OT but what a parochial NYT article:

> The 55 miles from Campbell to San Francisco make for one of the nicest commutes anywhere.

There are a thousand people every day who get the train from my little town into London. 80 miles. 125mph. Someone else does the driving. There's wifi and a power point and a refreshment trolley that will sell you a coffee. Watch a movie, read a book, browse HN or Reddit or whatever.

"Nicest commutes anywhere"? Least terrible car journeys in the US, perhaps.


I assume when people talk about Jobs bulshitting they’re more so referencing the earlier Lisa or NeXT eras


I guess you're one of the few people who know how to hold a phone.


?


GP refers to the controversy around how you should hold an iphone so it doesn't lose reception. First few versions had a receiving system which could be easily interfered with by not holding it right (shorting notches on the outer rim) if you were used to hold a phone at the top, i.e. palm at your ear (vs cheek). Jobs suggested to not do that.

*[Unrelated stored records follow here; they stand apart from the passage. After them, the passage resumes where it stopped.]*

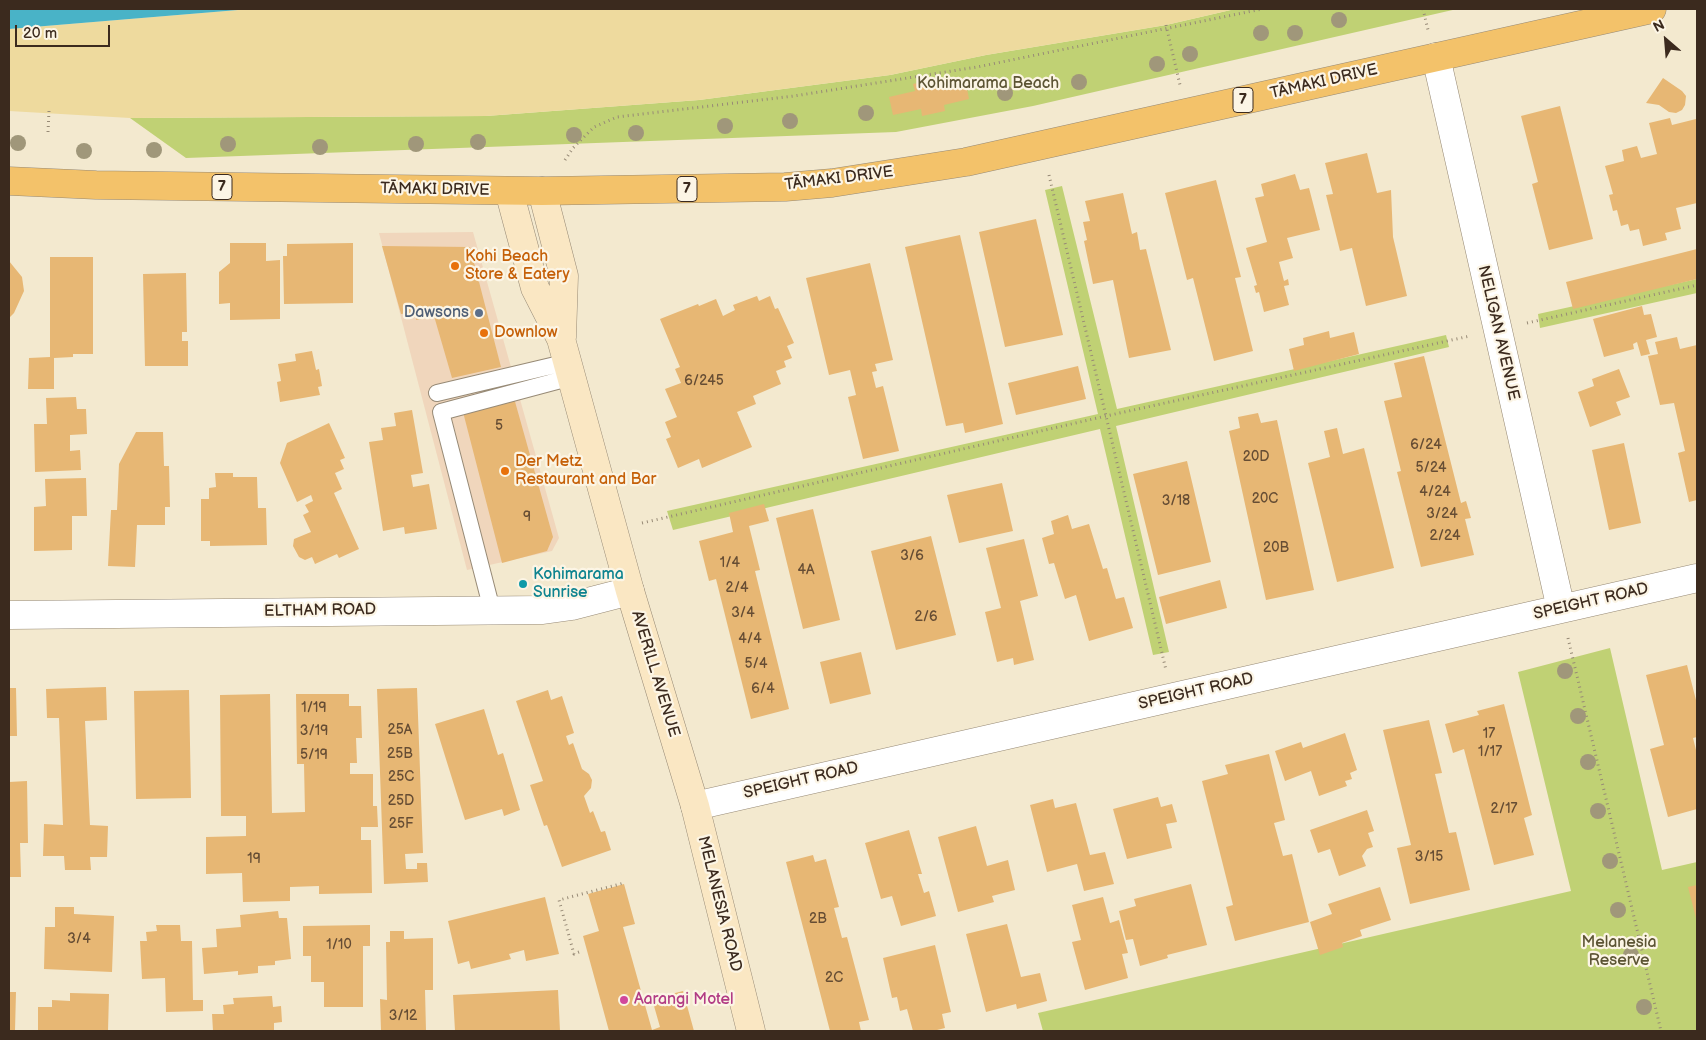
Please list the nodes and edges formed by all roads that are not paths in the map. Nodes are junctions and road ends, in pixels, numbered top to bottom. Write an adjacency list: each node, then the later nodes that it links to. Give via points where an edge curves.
1 (1652, 9): 2 (main road, TĀMAKI DRIVE / 7)
2 (1436, 57): 5 (main road, TĀMAKI DRIVE / 7, via 966,162 832,183 785,187); 10 (street, NELIGAN AVENUE)
3 (9, 181): 4 (main road, TĀMAKI DRIVE / 7)
4 (509, 190): 5 (main road, TĀMAKI DRIVE / 7); 6 (street, AVERILL AVENUE, via 535,288)
5 (542, 191): 6 (street, AVERILL AVENUE, via 564,276)
6 (567, 359): 7 (lane); 9 (street, AVERILL AVENUE); 11 (lane, via 441,412)
7 (437, 393)
8 (1697, 578): 10 (street, SPEIGHT ROAD)
9 (630, 591): 11 (street, ELTHAM ROAD, via 543,610); 13 (street, AVERILL AVENUE)
10 (1561, 609): 13 (street, SPEIGHT ROAD)
11 (492, 610): 12 (street, ELTHAM ROAD)
12 (9, 614)
13 (695, 806): 14 (street, MELANESIA ROAD)
14 (751, 1031)

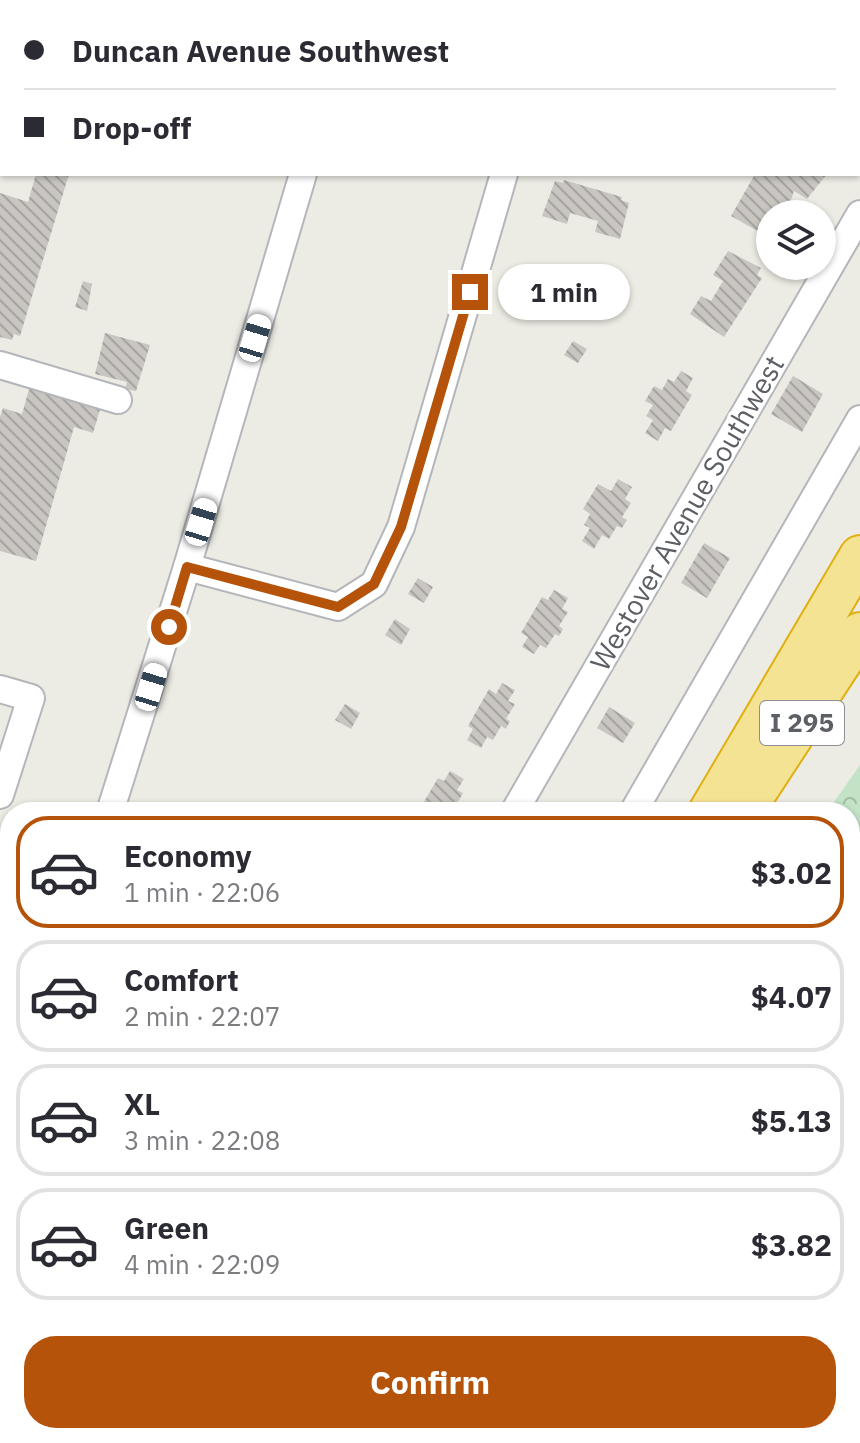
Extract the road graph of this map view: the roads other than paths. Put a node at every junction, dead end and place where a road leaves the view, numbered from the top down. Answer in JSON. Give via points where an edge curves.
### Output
{"nodes":[{"id":1,"x":302,"y":176,"type":"edge"},
{"id":2,"x":503,"y":176,"type":"edge"},
{"id":3,"x":860,"y":214,"type":"edge"},
{"id":4,"x":0,"y":365,"type":"edge"},
{"id":5,"x":118,"y":400,"type":"dead end"},
{"id":6,"x":860,"y":419,"type":"edge"},
{"id":7,"x":860,"y":556,"type":"edge"},
{"id":8,"x":187,"y":567,"type":"junction"},
{"id":9,"x":860,"y":633,"type":"edge"},
{"id":10,"x":0,"y":689,"type":"edge"},
{"id":11,"x":0,"y":795,"type":"edge"},
{"id":12,"x":113,"y":802,"type":"edge"},
{"id":13,"x":520,"y":802,"type":"edge"},
{"id":14,"x":639,"y":802,"type":"edge"},
{"id":15,"x":715,"y":802,"type":"edge"},
{"id":16,"x":750,"y":802,"type":"edge"}],
"edges":[{"from":1,"to":8,"type":"street"},
{"from":2,"to":8,"type":"street","via":[[401,527],[374,584],[338,607]]},
{"from":3,"to":13,"type":"street","name":"Westover Avenue Southwest"},
{"from":4,"to":5,"type":"street"},
{"from":6,"to":14,"type":"street"},
{"from":7,"to":15,"type":"highway"},
{"from":8,"to":12,"type":"street"},
{"from":9,"to":16,"type":"highway","number":"I 295"},
{"from":10,"to":11,"type":"street","via":[[31,698]]}]}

Also, the "they're wearing a black t-shirt, therefore they're scammers!" line of reasoning utterly fails to be convincing.


They're wearing a black shirt because they're bullshitting people into believing they're the next SJ.


To me, that's reading way too much into it. Maybe it's fashion that Steve Jobs started, but maybe it's just a black shirt.


Elizabeth Holmes famously (infamously?) modeled herself on SJ.

I see no reason the others are not doing the same.


If you're going to be a fortune teller at a carnival, buy beaded curtains.

Looking the part is half of actually being the part.


The part is to be innovative and disruptive. Copying someone’s look is the opposite.


Copying the look of an innovative distruptor though


That's not the point - "they're wearing a black t-shirt, therefore they are a business genius" is the dangerous assumption.